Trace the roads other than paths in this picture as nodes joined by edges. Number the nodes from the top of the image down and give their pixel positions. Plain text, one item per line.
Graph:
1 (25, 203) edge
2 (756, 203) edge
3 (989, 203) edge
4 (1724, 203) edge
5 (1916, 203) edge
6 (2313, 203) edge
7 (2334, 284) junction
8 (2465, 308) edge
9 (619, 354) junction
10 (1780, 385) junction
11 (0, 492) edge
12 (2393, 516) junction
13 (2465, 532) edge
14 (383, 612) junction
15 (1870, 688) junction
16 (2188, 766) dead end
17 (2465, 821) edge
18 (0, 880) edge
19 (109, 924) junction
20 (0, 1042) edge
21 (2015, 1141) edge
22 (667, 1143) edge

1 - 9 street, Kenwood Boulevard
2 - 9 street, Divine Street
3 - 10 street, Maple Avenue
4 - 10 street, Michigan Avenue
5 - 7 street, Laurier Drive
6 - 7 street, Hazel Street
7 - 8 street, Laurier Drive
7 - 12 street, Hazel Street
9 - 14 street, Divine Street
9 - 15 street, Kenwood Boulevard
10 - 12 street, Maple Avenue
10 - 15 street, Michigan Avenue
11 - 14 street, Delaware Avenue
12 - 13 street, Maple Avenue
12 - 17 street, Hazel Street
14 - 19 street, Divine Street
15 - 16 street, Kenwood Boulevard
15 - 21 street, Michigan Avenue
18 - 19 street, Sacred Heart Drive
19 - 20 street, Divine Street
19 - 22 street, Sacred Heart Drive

▶ **About this exercise**:
An exact reproduction of all the records is required.

▶ **Result**:
Trace the roads other than paths in this picture as nodes joined by edges. Number the nodes from the top of the image down and give their pixel positions. Plain text, one item per line.
Graph:
1 (25, 203) edge
2 (756, 203) edge
3 (989, 203) edge
4 (1724, 203) edge
5 (1916, 203) edge
6 (2313, 203) edge
7 (2334, 284) junction
8 (2465, 308) edge
9 (619, 354) junction
10 (1780, 385) junction
11 (0, 492) edge
12 (2393, 516) junction
13 (2465, 532) edge
14 (383, 612) junction
15 (1870, 688) junction
16 (2188, 766) dead end
17 (2465, 821) edge
18 (0, 880) edge
19 (109, 924) junction
20 (0, 1042) edge
21 (2015, 1141) edge
22 (667, 1143) edge

1 - 9 street, Kenwood Boulevard
2 - 9 street, Divine Street
3 - 10 street, Maple Avenue
4 - 10 street, Michigan Avenue
5 - 7 street, Laurier Drive
6 - 7 street, Hazel Street
7 - 8 street, Laurier Drive
7 - 12 street, Hazel Street
9 - 14 street, Divine Street
9 - 15 street, Kenwood Boulevard
10 - 12 street, Maple Avenue
10 - 15 street, Michigan Avenue
11 - 14 street, Delaware Avenue
12 - 13 street, Maple Avenue
12 - 17 street, Hazel Street
14 - 19 street, Divine Street
15 - 16 street, Kenwood Boulevard
15 - 21 street, Michigan Avenue
18 - 19 street, Sacred Heart Drive
19 - 20 street, Divine Street
19 - 22 street, Sacred Heart Drive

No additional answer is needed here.